• **Task prompt**:
Beginning with the line that has "Extract the road graph of the", please write out each remaining line of the listing below, word for word.

• **Data records**:

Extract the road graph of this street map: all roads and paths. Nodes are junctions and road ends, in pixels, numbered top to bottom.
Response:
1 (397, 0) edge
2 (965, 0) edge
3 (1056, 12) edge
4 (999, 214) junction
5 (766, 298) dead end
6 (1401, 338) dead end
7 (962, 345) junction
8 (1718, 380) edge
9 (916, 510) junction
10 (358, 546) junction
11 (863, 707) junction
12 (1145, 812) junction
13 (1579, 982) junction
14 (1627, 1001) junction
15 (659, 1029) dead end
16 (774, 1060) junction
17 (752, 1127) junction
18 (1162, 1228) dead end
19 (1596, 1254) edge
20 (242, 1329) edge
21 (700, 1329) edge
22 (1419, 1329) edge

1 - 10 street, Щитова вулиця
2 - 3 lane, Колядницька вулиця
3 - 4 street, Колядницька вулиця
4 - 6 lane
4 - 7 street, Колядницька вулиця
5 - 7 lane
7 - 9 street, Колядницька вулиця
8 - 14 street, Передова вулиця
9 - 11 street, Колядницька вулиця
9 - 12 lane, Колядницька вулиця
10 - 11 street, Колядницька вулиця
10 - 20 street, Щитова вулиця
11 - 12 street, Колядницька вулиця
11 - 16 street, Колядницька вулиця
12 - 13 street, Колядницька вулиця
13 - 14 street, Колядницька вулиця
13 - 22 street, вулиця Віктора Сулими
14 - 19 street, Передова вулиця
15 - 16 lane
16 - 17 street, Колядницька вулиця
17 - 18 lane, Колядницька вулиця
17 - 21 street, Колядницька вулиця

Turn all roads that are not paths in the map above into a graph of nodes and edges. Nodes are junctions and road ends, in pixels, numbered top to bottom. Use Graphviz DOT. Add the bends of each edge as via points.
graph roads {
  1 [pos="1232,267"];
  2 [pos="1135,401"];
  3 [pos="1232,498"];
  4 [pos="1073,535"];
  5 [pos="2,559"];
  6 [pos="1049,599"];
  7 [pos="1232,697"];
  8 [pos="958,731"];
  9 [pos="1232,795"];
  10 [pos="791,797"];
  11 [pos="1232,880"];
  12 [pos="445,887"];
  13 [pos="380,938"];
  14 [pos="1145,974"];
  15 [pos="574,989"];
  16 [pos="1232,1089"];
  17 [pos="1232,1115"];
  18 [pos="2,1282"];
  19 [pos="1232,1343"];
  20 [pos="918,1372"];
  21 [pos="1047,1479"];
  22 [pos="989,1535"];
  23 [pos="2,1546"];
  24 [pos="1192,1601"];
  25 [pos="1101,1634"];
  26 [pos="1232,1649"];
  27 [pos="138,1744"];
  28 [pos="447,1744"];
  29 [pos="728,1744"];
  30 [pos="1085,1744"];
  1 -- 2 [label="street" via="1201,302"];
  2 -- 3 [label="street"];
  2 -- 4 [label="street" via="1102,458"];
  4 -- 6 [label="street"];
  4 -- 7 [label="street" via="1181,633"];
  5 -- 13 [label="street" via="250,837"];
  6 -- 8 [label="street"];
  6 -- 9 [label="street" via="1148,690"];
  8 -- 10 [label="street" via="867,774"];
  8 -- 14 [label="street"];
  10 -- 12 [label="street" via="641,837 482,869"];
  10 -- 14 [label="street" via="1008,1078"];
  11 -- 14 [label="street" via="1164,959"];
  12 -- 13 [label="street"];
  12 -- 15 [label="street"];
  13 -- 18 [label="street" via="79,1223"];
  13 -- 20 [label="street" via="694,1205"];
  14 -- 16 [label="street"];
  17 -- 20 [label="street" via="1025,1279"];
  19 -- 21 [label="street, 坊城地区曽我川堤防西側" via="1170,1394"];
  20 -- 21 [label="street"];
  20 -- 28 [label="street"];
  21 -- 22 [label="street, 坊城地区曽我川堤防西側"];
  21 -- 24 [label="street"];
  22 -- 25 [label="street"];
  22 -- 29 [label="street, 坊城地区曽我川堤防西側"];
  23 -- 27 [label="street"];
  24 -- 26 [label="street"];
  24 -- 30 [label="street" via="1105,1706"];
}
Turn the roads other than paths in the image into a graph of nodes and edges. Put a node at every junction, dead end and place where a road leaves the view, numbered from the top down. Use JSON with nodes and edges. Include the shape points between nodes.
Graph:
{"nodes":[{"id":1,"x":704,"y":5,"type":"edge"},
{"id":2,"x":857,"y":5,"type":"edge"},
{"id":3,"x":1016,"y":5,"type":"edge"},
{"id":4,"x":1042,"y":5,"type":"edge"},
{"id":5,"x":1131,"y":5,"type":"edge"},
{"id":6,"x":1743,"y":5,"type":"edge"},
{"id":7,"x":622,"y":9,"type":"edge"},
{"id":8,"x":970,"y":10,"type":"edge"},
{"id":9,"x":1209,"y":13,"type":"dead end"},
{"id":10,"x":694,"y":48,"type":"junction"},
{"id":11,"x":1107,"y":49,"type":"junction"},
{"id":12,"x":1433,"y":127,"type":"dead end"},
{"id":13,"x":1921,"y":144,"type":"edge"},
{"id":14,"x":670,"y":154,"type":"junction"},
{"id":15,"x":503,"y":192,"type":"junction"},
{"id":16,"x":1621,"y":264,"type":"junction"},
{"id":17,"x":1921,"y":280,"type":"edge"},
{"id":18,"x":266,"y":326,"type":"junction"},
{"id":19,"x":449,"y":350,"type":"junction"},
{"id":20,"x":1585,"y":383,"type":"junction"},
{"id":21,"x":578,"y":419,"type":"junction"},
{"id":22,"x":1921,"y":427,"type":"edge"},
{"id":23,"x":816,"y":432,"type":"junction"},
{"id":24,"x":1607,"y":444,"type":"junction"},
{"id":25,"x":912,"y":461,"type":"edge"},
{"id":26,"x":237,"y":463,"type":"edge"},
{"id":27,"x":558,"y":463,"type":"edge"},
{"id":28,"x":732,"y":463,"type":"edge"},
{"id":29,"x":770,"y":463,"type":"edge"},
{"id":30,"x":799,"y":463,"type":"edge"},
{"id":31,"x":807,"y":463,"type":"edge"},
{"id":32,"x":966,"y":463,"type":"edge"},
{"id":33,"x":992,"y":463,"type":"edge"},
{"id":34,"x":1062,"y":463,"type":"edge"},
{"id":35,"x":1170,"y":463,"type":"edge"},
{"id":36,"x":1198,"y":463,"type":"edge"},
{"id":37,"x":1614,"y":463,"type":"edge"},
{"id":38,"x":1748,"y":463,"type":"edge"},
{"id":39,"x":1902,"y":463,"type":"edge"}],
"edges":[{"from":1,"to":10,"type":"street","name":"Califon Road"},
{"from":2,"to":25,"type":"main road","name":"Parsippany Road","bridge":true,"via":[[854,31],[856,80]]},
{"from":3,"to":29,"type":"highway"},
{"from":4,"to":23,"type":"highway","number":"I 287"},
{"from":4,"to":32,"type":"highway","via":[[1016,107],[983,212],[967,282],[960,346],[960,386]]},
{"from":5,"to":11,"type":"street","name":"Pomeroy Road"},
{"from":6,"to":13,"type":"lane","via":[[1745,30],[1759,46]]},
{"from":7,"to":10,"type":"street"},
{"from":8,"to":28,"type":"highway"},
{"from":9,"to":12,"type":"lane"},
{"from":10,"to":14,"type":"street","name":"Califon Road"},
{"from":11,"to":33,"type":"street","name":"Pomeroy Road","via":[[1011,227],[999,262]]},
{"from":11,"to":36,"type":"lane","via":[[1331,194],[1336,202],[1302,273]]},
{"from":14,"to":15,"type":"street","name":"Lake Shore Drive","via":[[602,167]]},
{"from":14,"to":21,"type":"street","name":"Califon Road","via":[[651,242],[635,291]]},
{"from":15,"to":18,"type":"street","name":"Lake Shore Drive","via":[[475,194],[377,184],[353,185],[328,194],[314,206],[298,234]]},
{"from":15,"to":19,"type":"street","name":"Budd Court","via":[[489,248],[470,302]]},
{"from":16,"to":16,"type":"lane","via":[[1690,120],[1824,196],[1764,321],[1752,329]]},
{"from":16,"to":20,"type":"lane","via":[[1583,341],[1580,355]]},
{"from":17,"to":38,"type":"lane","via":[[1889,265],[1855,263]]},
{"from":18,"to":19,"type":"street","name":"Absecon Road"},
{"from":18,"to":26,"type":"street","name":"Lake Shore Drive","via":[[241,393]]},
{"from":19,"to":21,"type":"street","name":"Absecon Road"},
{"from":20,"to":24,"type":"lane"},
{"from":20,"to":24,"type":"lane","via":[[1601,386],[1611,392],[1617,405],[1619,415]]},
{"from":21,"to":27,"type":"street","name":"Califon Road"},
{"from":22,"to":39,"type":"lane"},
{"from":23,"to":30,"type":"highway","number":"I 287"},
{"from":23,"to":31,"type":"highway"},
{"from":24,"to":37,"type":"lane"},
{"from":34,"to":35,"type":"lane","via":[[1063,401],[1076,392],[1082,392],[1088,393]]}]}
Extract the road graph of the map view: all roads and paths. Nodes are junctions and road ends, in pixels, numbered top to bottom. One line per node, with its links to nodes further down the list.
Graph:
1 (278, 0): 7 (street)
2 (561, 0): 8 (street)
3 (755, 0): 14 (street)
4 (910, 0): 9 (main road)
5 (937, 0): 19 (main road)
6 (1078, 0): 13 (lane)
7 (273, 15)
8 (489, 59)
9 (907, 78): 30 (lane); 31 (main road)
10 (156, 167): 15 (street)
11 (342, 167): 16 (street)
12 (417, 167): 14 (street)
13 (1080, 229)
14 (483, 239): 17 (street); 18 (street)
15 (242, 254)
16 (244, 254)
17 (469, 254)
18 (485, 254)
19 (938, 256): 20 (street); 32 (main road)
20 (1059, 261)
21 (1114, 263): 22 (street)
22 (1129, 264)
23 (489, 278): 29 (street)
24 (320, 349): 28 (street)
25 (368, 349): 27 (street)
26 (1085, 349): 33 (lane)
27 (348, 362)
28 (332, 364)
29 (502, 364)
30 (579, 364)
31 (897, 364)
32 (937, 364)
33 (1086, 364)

• **Solution to the problem**:
Extract the road graph of the map view: all roads and paths. Nodes are junctions and road ends, in pixels, numbered top to bottom. One line per node, with its links to nodes further down the list.
Graph:
1 (278, 0): 7 (street)
2 (561, 0): 8 (street)
3 (755, 0): 14 (street)
4 (910, 0): 9 (main road)
5 (937, 0): 19 (main road)
6 (1078, 0): 13 (lane)
7 (273, 15)
8 (489, 59)
9 (907, 78): 30 (lane); 31 (main road)
10 (156, 167): 15 (street)
11 (342, 167): 16 (street)
12 (417, 167): 14 (street)
13 (1080, 229)
14 (483, 239): 17 (street); 18 (street)
15 (242, 254)
16 (244, 254)
17 (469, 254)
18 (485, 254)
19 (938, 256): 20 (street); 32 (main road)
20 (1059, 261)
21 (1114, 263): 22 (street)
22 (1129, 264)
23 (489, 278): 29 (street)
24 (320, 349): 28 (street)
25 (368, 349): 27 (street)
26 (1085, 349): 33 (lane)
27 (348, 362)
28 (332, 364)
29 (502, 364)
30 (579, 364)
31 (897, 364)
32 (937, 364)
33 (1086, 364)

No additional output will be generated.